Fathers are both an important factor in a person's psychosocial development, and also an important contributor to their offspring's social capital. The initial contribution of fathers emerges from attachment theory: children need to form a secure connection with a protective and nurturing significant other, and parents are the first and most common source (Bowlby, 1988). As they age, the importance of parents for the norms of reciprocity and social exchange come into play, such that the developing child learns that behavior is evaluated, and has consequences. Positive actions beget similar results, and over time the child develops an understanding of successful relationships. The outcomes for adult life are both in stable and rewarding social relationships. The markers of a successful adult life include stable and rewarding social relationships, and a generalized norm for repaying the caring (or negative behavior) to parents in later life. Paternal contributions to social capital include skills and knowledge, network connections, financial footing, and advice derived from experience. These factors are known to be critical in childhood. In this paper we explore how that trust developed through attachment will also affect the ability to form relationships as adults. We ask whether the valuable presence of a father continues well into adulthood.
Two hypotheses frame the understanding of the value of fathers in a child's life: ‘essential’ father and ‘important’ father. According to the essential father hypothesis, a father, because of his gender, makes unique contributions that a mother cannot, such as for example, stimuli for psychosocial development. An important father, on the other hand, can significantly affect child outcomes but these contributions can be provided by other parental figures such as grandparents or step-fathers (King et al., 2014). These contributions include household income, a breadwinning role, shared discipline, quality time, and more. For example, two mothers would produce the same outcomes in children as would a traditional family. When a father is absent, the child lacks a second parent, but it's the loss of the contributions, not necessarily his “fatherness” that is important (Lamb, 2010). Having a second parent involved with young children is associated with positive outcomes such as fewer psychological problems (Amato & Rivera, 1999) and greater stability (Hofferth & Goldscheider, 2015).

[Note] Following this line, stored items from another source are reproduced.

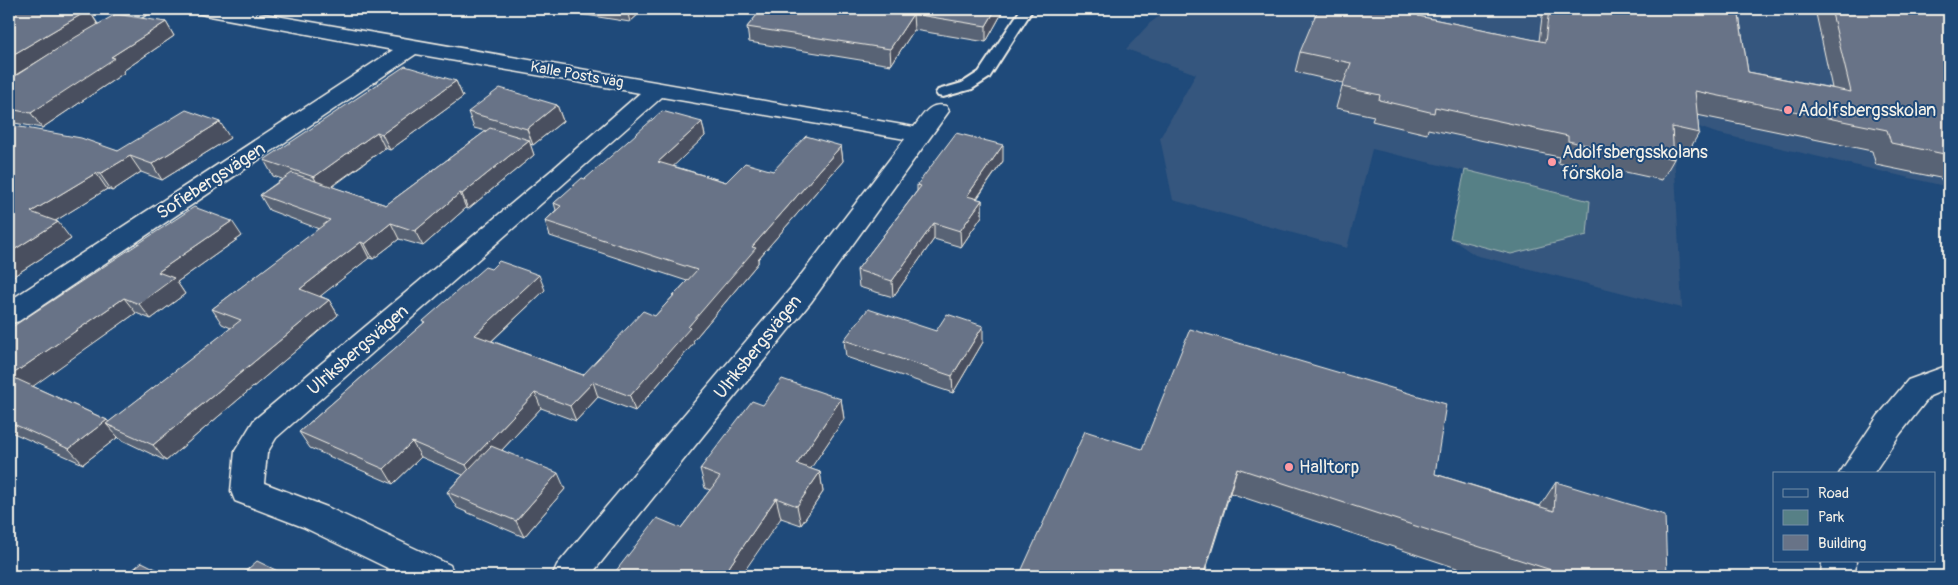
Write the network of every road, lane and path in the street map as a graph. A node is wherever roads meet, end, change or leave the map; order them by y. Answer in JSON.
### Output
{"nodes":[{"id":1,"x":142,"y":9,"type":"edge"},
{"id":2,"x":205,"y":9,"type":"edge"},
{"id":3,"x":1027,"y":9,"type":"edge"},
{"id":4,"x":78,"y":46,"type":"edge"},
{"id":5,"x":412,"y":47,"type":"junction"},
{"id":6,"x":658,"y":89,"type":"junction"},
{"id":7,"x":941,"y":102,"type":"joint"},
{"id":8,"x":920,"y":134,"type":"junction"},
{"id":9,"x":9,"y":314,"type":"edge"},
{"id":10,"x":1949,"y":376,"type":"edge"},
{"id":11,"x":1856,"y":472,"type":"edge"},
{"id":12,"x":1838,"y":562,"type":"edge"},
{"id":13,"x":438,"y":576,"type":"edge"},
{"id":14,"x":569,"y":576,"type":"edge"},
{"id":15,"x":1838,"y":576,"type":"edge"}],
"edges":[{"from":1,"to":4,"type":"street"},
{"from":2,"to":5,"type":"street","name":"Kalle Posts väg"},
{"from":3,"to":7,"type":"lane"},
{"from":5,"to":6,"type":"street","name":"Kalle Posts väg"},
{"from":5,"to":9,"type":"street","name":"Sofiebergsvägen"},
{"from":6,"to":8,"type":"street","name":"Kalle Posts väg"},
{"from":6,"to":13,"type":"street","name":"Ulriksbergsvägen"},
{"from":7,"to":8,"type":"street"},
{"from":8,"to":14,"type":"street","name":"Ulriksbergsvägen"},
{"from":10,"to":11,"type":"street"},
{"from":12,"to":15,"type":"street"}]}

The effects of fathers do not stop at childhood. A central area of this research examines parental divorce and later life outcomes. The voluminous body of research consistently indicates that growing up in two-parent stable households is the gold standard for launching children successfully into adulthood in terms of successful employment and marriage, as well as improved health (Amato, 2001). Some of this success owes to a greater stability of financial resources, with its concomitant reductions in stress and risk, for example, greater access to health care, less frequent moves, greater household ownership, and higher income for other inputs into childhood. Parental divorce in contrast weakens access to those resources. In addition, when only one parent is present, typically the mothers, she now shoulders the bulk of the child-raising responsibility, often while working, and thus children receive less attention and resources. This loss is particularly salient if the absent father ceases to invest in his children's well-being, for example, due to incarceration or to punish the mother. Beyond that, there is simply the absence, or reduced presence, of the father in the child's life. Whether ‘essential' or ‘important,’ fathers contribute to their children's outcomes.

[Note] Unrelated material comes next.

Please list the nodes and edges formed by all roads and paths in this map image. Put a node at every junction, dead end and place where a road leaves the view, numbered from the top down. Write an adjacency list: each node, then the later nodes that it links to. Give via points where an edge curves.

Because parents are often at the heart of one's successful juvenile psychosocial adjustment, another area of inquiry is children's social networks in adult life, critical for social support and expanded opportunities. Parents tend to have a positive influence on the quality of their young children's social networks. They do so directly through arranging activities or indirectly through, say, choice of neighborhoods, friendship opportunities, and role-modeling (Rubin & Sloman, 1984). Fathers, particularly those with higher SES, provide insights through experience to inform their children regarding networks for work, expertise in job-seeking and successful employment, financial strategies, as well as parenting mentorship (Adamic & Filiz, 2017; O’Regan & Quigley, 1993). Each of those guiding contributions is correlated with successful psychosocial adjustments, so it follows that there should be positive effects of paternal contributions for their adult children's social networks from having a present and contributing father, beyond the effect of contributions made in childhood.

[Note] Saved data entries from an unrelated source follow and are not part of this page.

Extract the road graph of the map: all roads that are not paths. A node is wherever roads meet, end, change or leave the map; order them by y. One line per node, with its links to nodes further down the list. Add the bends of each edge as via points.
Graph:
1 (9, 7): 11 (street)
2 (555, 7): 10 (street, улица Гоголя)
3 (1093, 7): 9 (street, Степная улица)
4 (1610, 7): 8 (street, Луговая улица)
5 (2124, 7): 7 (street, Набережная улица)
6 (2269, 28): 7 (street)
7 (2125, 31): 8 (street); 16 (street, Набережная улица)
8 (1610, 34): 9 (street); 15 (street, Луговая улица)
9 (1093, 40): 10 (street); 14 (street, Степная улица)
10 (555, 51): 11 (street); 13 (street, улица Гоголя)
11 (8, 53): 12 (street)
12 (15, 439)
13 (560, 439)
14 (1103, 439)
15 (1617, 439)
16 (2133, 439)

Despite that foundation, few studies examine the presence and importance of fathers in the daily lives of adult children (Sharabany et al., 2006). Available studies suggest that paternal presence and closeness continue to be important for psychological well-being into young adulthood (Amato, 1994; Barnett et al., 1992). For example, adult sons who describe their relationship with their fathers as “positive” were more likely to adopt similar personalities to their fathers (Long et al., 2014). Other research found that college students tended to report higher interpersonal competence and more relationship satisfaction when they had “secure attachment” with their parents (Mattanah & Lopez, 2011). Evidence of the continued presence of parents can be found in recent work documenting that young adults tended to list their parents as sources of emotional support through confiding and advice more often than other social ties, with more exchange between children and their mothers (Offer & Fischer, 2018).
It is further likely that the continuing effect of fathers on adult children's lives would vary by gender of the child. Fathers tend to interact differently with their daughters compared to their sons. Fathers tend to respond more attentively to their daughters and respond more strongly to their emotions (Mascaro et al., 2017). In contrast, fathers of sons were more likely to engage in “rough and tumble play” and have stronger responses to neutral face reactions. Others have found that fathers react more positively to their daughters’ submissive behavior (Chaplin et al., 2005), spend money differently on their sons compared to their daughters (Nikiforidis et al., 2017), and even decide to work more or fewer hours depending on the gender of their newborns (Lundberg & Rose, 2002). Others have reported surprisingly few differences in the way fathers treat sons versus daughters (Endendijk et al., 2016). The direction of effect is therefore unclear, but the bulk of the research indicates that while fathers may favor a daughter, they invest in their sons.
There is also evidence to suggest that sons and daughters respond differently to the quality of presence from their father. Sons with absent fathers, for example, are more likely to be suspended from school, have more trouble paying attention, and generally perform worse than girls in academia (Lundberg, 2017). Teenage girls with absent fathers tend to exhibit riskier behavior, such as smoking and sex at an earlier age, compared to girls with both parents present (Boothroyd and Cross, 2017). There is little research on how adult sons compared to adult daughters continue to respond to the quality of the presence of a father although the research that exists suggests that fathers continue to play a role well into adulthood (Ellis et al., 2003; Rostad et al., 2014, Quinlan, 2003; TenEyck et al., 2021).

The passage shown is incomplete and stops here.